Shukla points out that the U.S. government has been the largest funder of emerging innovation in the world, with the total amount granted dwarfing healthcare budgets in many countries. And while he says that the effect of what Trump is doing at the federal level won’t be immediate, his organization is already accelerating efforts to find new channels of support for the work and innovation it aims to foster.

“The future is uncertain in terms of the support for innovation at that level of federal engagement,” he says. “It’s very hard for startups who are reliant on this kind of support for the early stages of their development to be facing this. I think companies are going to have to be on-guard.”
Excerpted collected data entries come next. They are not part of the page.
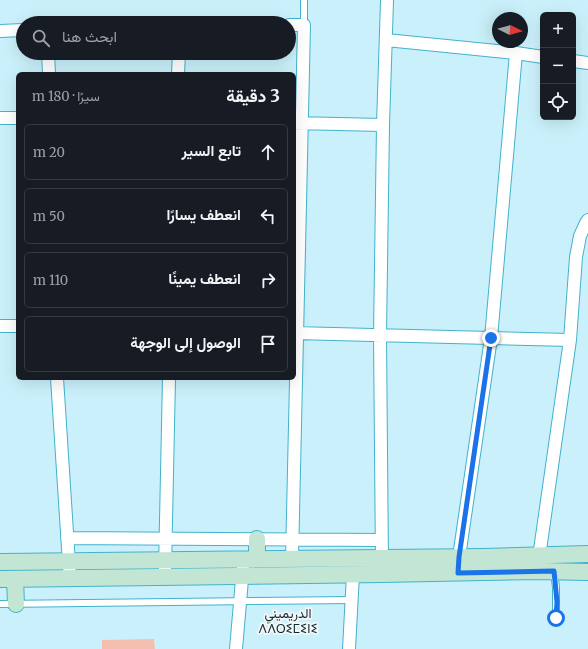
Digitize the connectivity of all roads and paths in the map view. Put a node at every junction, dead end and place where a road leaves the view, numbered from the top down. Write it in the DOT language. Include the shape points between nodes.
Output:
graph roads {
  1 [pos="304,0"];
  2 [pos="387,1"];
  3 [pos="296,25"];
  4 [pos="304,25"];
  5 [pos="0,30"];
  6 [pos="16,30"];
  7 [pos="386,40"];
  8 [pos="516,53"];
  9 [pos="540,57"];
  10 [pos="48,60"];
  11 [pos="179,60"];
  12 [pos="576,61"];
  13 [pos="588,63"];
  14 [pos="48,72"];
  15 [pos="178,72"];
  16 [pos="0,118"];
  17 [pos="16,118"];
  18 [pos="298,123"];
  19 [pos="383,125"];
  20 [pos="588,220"];
  21 [pos="297,244"];
  22 [pos="0,326"];
  23 [pos="16,326"];
  24 [pos="296,333"];
  25 [pos="380,335"];
  26 [pos="491,338"];
  27 [pos="570,340"];
  28 [pos="57,380"];
  29 [pos="169,380"];
  30 [pos="295,380"];
  31 [pos="67,538"];
  32 [pos="166,538"];
  33 [pos="257,539"];
  34 [pos="293,539"];
  35 [pos="382,540"];
  36 [pos="588,554"];
  37 [pos="382,558"];
  38 [pos="250,559"];
  39 [pos="292,559"];
  40 [pos="165,560"];
  41 [pos="69,561"];
  42 [pos="0,562"];
  43 [pos="538,563"];
  44 [pos="459,565"];
  45 [pos="554,571"];
  46 [pos="588,572"];
  47 [pos="353,574"];
  48 [pos="382,574"];
  49 [pos="242,576"];
  50 [pos="165,577"];
  51 [pos="7,579"];
  52 [pos="70,579"];
  53 [pos="352,600"];
  54 [pos="240,601"];
  55 [pos="0,604"];
  56 [pos="16,604"];
  57 [pos="556,618"];
  58 [pos="236,649"];
  59 [pos="349,649"];
  1 -- 4 [label="lane"];
  2 -- 7 [label="street"];
  3 -- 4 [label="street"];
  4 -- 18 [label="street"];
  5 -- 6 [label="street"];
  7 -- 8 [label="street"];
  7 -- 19 [label="street"];
  8 -- 9 [label="street"];
  8 -- 26 [label="street"];
  10 -- 14 [label="street"];
  11 -- 15 [label="street"];
  12 -- 13 [label="street"];
  16 -- 17 [label="street"];
  18 -- 19 [label="street"];
  18 -- 21 [label="street"];
  19 -- 25 [label="street"];
  20 -- 27 [label="street" via="580,236 576,257"];
  21 -- 24 [label="street"];
  22 -- 23 [label="street"];
  24 -- 25 [label="street"];
  25 -- 26 [label="street"];
  25 -- 35 [label="street"];
  26 -- 27 [label="street"];
  26 -- 44 [label="street"];
  27 -- 43 [label="street"];
  28 -- 31 [label="street"];
  29 -- 32 [label="street"];
  30 -- 34 [label="street"];
  31 -- 32 [label="street"];
  31 -- 41 [label="street"];
  32 -- 33 [label="street"];
  32 -- 40 [label="street"];
  33 -- 34 [label="street"];
  33 -- 38 [label="main road"];
  34 -- 35 [label="street"];
  34 -- 39 [label="street"];
  35 -- 37 [label="street"];
  36 -- 43 [label="main road"];
  37 -- 39 [label="main road"];
  37 -- 44 [label="main road"];
  37 -- 48 [label="street"];
  38 -- 39 [label="main road"];
  38 -- 40 [label="main road"];
  38 -- 49 [label="street"];
  40 -- 41 [label="main road"];
  40 -- 50 [label="street"];
  41 -- 42 [label="main road"];
  41 -- 52 [label="street"];
  43 -- 44 [label="main road"];
  43 -- 45 [label="main road"];
  44 -- 48 [label="main road"];
  45 -- 46 [label="main road"];
  45 -- 57 [label="lane"];
  47 -- 48 [label="main road"];
  47 -- 49 [label="main road"];
  47 -- 53 [label="street"];
  49 -- 50 [label="main road"];
  49 -- 54 [label="street"];
  50 -- 52 [label="main road"];
  51 -- 52 [label="main road"];
  51 -- 56 [label="main road"];
  53 -- 54 [label="lane"];
  53 -- 59 [label="street"];
  54 -- 56 [label="lane"];
  54 -- 58 [label="street"];
  55 -- 56 [label="lane"];
}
That said, Shukla remains optimistic for two key reasons: the first being, as he put it, that the “genie is out of the bottle” – there is now broad consensus among the world’s leading corporations that mitigating the impacts of climate change is business-critical, and that innovation is a crucial lever in finding solutions to achieve that. Shukla also pointed to his home state of California, which is now seeking its own ‘Paris’ climate deal with China, potentially through the merging of carbon-trading markets.

“It’s fairly clear that U.S. industry is much farther ahead than the government,” he said. “U.S. innovation and leadership in these specific areas are quite high, quite far ahead. And so those companies are going to continue to engage at the international and national level.”

The second reason is the bureaucratic nature of government institutions – as Shukla put it, “it takes a long time to move direction.” He believes there will be a push on Congress to stall on any tactics the Trump administration might have started in the area of climate science and energy: “This might conspire nicely to prevent there from being too much damage.”

Ultimately, Shukla feels that while the U.S. might see a slow-down in government support for certain kinds of climate science research in the next few years, this could be balanced out by growing philanthropic and corporate support for innovation, as charitable foundations and organizations focused on a sustainable future step up.

He concluded that it’s important to maintain a sense of perspective: “We have to recognize that the Paris Agreement is an accord – it is not a legal framework, it’s suggested goals. We need to keep this in mind. It would have much worse if [Trump] had pulled out of the Kyoto Protocol, for example.”